Valioso triunfo de los U19 en el Mundial de Grecia

Argentina se repuso de la dolorosa caída en octavos de final y superó a Nueva Zelanda por 84-79 para seguir en carrera por el 9º puesto. Leandro Bolmaro, goleador con 21 puntos. Volverá a la acción este sábado.

|Por Prensa CABB

En un partido con un gran contenido emocional, la Selección Nacional U19 derrotó a Nueva Zelanda por 84-79 en la apertura del repechaje por el 9no puesto del Mundial de la categoría, que se desarrolla en Grecia. Los chicos levantaron cabeza luego de la derrota ante Puerto Rico y comenzaron su camino por la reclasificación con el pie derecho. El equipo dirigido por Maximiliano Seigorman, que lanzó un 41% de cancha y repartió 22 asistencias en 28 canastas, tuvo una de sus mejores actuaciones ofensivas en el certamen pero debió sufrir más de la cuenta debido a una floja tarea defensiva. Leandro Bolmaro lideró el ataque con 21 puntos y un gran cierre de partido. Francisco Farabello, quien finalizó con 13 y 7 asistencias, dirigió con inteligencia la ofensiva nacional. Francisco Caffaro y Juan Francisco Fernández se combinaron para 19 puntos y 17 rebotes. Es la primera vez que Argentina alcanza las cuatro victorias en la versión moderna del certamen internacional.
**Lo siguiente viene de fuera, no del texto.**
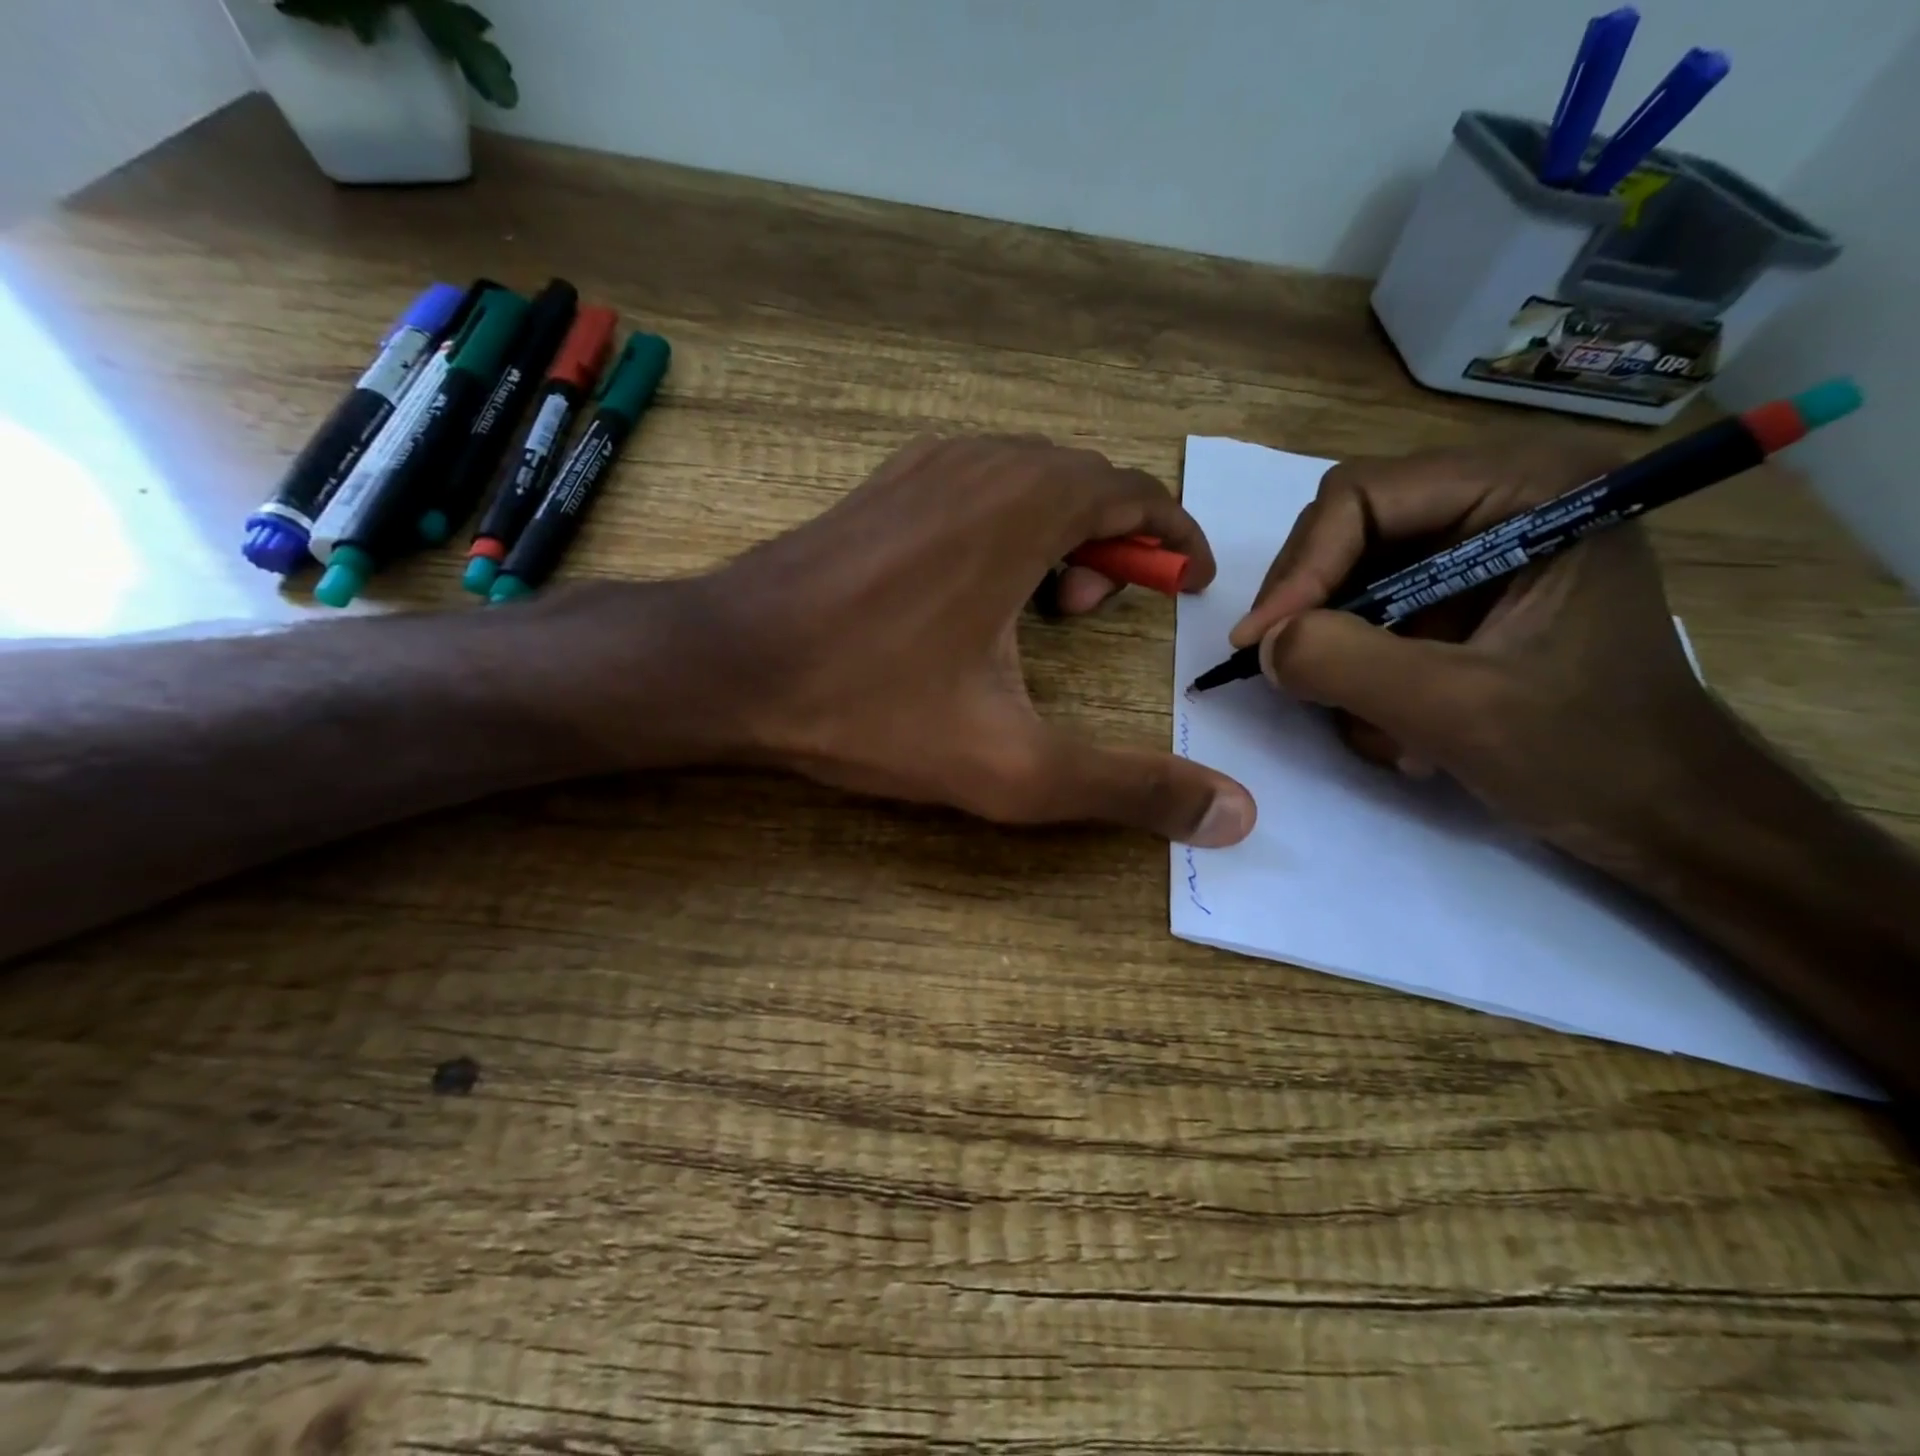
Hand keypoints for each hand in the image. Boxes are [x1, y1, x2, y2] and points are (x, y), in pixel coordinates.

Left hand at [696, 434, 1256, 844]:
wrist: (727, 665)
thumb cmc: (869, 706)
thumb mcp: (1013, 766)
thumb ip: (1127, 788)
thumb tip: (1237, 814)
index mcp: (1026, 504)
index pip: (1134, 494)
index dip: (1174, 538)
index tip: (1192, 584)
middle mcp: (980, 461)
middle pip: (1083, 482)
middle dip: (1113, 544)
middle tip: (1095, 618)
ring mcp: (920, 467)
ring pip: (1025, 480)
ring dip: (1057, 533)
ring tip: (1040, 609)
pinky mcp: (879, 489)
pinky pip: (973, 487)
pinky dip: (1003, 524)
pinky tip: (973, 592)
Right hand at [1228, 440, 1722, 869]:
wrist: (1660, 813)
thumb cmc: (1587, 754)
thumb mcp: (1456, 709)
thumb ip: (1346, 663)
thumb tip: (1263, 642)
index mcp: (1532, 487)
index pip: (1363, 496)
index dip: (1301, 568)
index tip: (1259, 644)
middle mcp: (1503, 496)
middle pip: (1349, 528)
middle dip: (1315, 608)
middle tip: (1289, 674)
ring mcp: (1480, 546)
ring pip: (1350, 575)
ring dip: (1340, 650)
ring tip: (1372, 717)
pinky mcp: (1463, 592)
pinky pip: (1370, 611)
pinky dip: (1361, 668)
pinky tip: (1396, 720)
Los de Oceanía empezaron mejor, con sus internos imponiendo condiciones en la pintura gracias a su fortaleza y predisposición al juego de contacto. Pero Argentina rotó el plantel y encontró soluciones. Los ingresos de Farabello y Marco Giordano le permitieron asentarse en el partido y mejorar la toma de decisiones. Con una racha de 15-2 en los últimos tres minutos del cuarto, el elenco nacional dio vuelta el marcador y cerró el período al frente por 24-12.

En el segundo parcial, Nueva Zelanda se hizo más fuerte en el costado defensivo y la efectividad del equipo argentino mermó. Con la ofensiva estancada, quedaron expuestos los problemas defensivos que se repitieron durante todo el partido. El conjunto neozelandés tenía acceso libre a la pintura, rompiendo primera línea y consiguiendo tiros cómodos en el ataque estacionado. Pero Argentina movió inteligentemente el balón en ataque y estuvo certero desde la línea de libres para volver a construir una ventaja tranquilizadora. Al entretiempo, el marcador era de 46-37 para los de Seigorman.

El tercer cuarto fue una pesadilla para Argentina. La defensa volvió a flaquear y Nueva Zelanda se hizo un festín. Los internos, liderados por el intimidante Max Darling, forzaron las acciones en la pintura para acercarse en el resultado y anotar 26 puntos en el parcial. A falta de un minuto, tomaron la delantera, pero una canasta de Juani Marcos sobre el cierre puso el marcador en tablas de cara al capítulo final.

La tendencia se repitió en los últimos diez minutos. Los de Oceanía seguían haciendo estragos en la pintura, anotando 44 puntos en ese sector de la cancha. Los nuestros, por su parte, cada vez se alejaban más de los canastos en ataque. Con Nueva Zelanda a la delantera, el partido se volvió un intercambio de canastas en los minutos finales, hasta que apareció Leandro Bolmaro. A falta de tres minutos y abajo por un triple, el escolta cordobés anotó siete puntos consecutivos para reavivar a los suyos. La quinta falta personal de Darling desinfló al rival y lo dejó sin respuestas, una oportuna canasta de Fernández tras asistencia de Farabello, le dio la ventaja a Argentina y una trascendental barrida de Caffaro para Argentina sentenció la historia para Argentina, que lo liquidó desde la línea.

Fue un triunfo de alto valor anímico para el equipo de Maximiliano Seigorman, que logró sobreponerse de la dolorosa derrota ante Puerto Rico y venció a un rival durísimo, que había derrotado al semifinalista Lituania en la fase de grupos. Los chicos siguen en carrera por el 9º puesto, donde enfrentarán al ganador entre Grecia y Senegal este sábado. Es la primera vez que nuestro país alcanza las cuatro victorias en la versión moderna de este certamen, superando a las tres que consiguió en 2009 y en 2007. En el 2003, Argentina finalizó con récord de 5-3, cuando el torneo era conocido como Mundial Junior y se jugaba cada cuatro años. El mejor registro alcanzado fue de 6-2 en 1979.